▸ **Exercise material**:
-*-*-

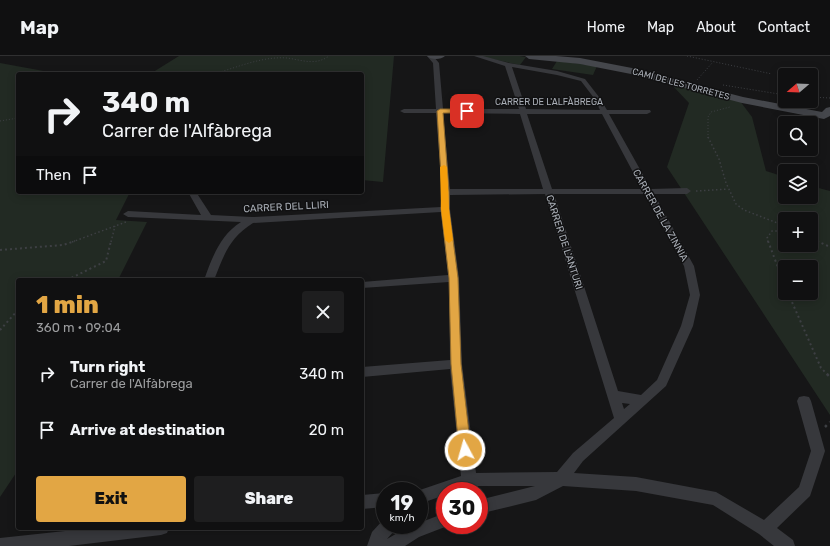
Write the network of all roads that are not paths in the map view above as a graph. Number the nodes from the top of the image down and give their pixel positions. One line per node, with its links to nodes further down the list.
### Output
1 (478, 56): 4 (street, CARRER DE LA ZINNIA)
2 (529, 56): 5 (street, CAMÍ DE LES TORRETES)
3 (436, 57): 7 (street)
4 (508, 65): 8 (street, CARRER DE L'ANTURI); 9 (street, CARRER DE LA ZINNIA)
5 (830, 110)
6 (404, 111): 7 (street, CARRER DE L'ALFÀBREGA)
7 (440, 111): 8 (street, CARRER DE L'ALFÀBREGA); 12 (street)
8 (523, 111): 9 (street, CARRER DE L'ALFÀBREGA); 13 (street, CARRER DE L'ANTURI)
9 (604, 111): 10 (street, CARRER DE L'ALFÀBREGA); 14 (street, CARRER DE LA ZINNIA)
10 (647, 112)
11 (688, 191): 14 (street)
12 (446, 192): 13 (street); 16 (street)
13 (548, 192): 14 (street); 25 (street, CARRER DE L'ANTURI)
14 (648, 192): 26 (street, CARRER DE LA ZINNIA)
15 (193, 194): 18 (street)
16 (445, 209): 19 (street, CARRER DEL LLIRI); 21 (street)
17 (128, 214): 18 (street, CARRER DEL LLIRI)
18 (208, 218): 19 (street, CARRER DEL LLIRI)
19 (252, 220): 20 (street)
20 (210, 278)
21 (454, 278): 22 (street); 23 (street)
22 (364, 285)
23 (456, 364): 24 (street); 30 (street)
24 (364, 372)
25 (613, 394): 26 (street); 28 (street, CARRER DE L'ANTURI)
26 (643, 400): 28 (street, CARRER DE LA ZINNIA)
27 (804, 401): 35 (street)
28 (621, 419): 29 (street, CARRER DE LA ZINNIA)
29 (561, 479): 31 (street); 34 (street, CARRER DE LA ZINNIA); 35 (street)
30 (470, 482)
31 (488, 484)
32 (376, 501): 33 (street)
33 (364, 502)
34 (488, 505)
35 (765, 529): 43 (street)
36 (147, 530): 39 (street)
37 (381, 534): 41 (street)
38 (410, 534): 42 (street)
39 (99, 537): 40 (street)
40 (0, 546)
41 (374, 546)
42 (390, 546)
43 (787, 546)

-*-*-

▸ **Your instructions**:
Omit the pictures, then retype the remaining material without a single change.

▸ **Answer below**:
Write the network of all roads that are not paths in the map view above as a graph. Number the nodes from the top of the image down and give their pixel positions. One line per node, with its links to nodes further down the list.
### Output
1 (478, 56): 4 (street, CARRER DE LA ZINNIA)
2 (529, 56): 5 (street, CAMÍ DE LES TORRETES)
3 (436, 57): 7 (street)
4 (508, 65): 8 (street, CARRER DE L'ANTURI); 9 (street, CARRER DE LA ZINNIA)
5 (830, 110)
6 (404, 111): 7 (street, CARRER DE L'ALFÀBREGA)
7 (440, 111): 8 (street, CARRER DE L'ALFÀBREGA); 12 (street)
8 (523, 111): 9 (street, CARRER DE L'ALFÀBREGA); 13 (street, CARRER DE L'ANTURI)
9 (604, 111): 10 (street, CARRER DE L'ALFÀBREGA); 14 (street, CARRER DE LA ZINNIA)
10 (647, 112)
11 (688, 191): 14 (street)
12 (446, 192): 13 (street); 16 (street)
13 (548, 192): 14 (street); 25 (street, CARRER DE L'ANTURI)
14 (648, 192): 26 (street, CARRER DE LA ZINNIA)
15 (193, 194): 18 (street)
16 (445, 209): 19 (street, CARRER DEL LLIRI); 21 (street)
17 (128, 214): 18 (street, CARRER DEL LLIRI)
18 (208, 218): 19 (street, CARRER DEL LLIRI)
19 (252, 220): 20 (street)
20 (210, 278)
21 (454, 278): 22 (street); 23 (street)
22 (364, 285)
23 (456, 364): 24 (street); 30 (street)
24 (364, 372)
25 (613, 394): 26 (street); 28 (street, CARRER DE L'ANTURI)
26 (643, 400): 28 (street, CARRER DE LA ZINNIA)
27 (804, 401): 35 (street)
28 (621, 419): 29 (street, CARRER DE LA ZINNIA)
29 (561, 479): 31 (street); 34 (street, CARRER DE LA ZINNIA); 35 (street)
30 (470, 482)
31 (488, 484)
32 (376, 501): 33 (street)
33 (364, 502)
34 (488, 505)
35 (765, 529): 43 (street)
36 (147, 530): 39 (street)
37 (381, 534): 41 (street)
38 (410, 534): 42 (street)
39 (99, 537): 40 (street)
40 (0, 546)
41 (374, 546)
42 (390, 546)
43 (787, 546)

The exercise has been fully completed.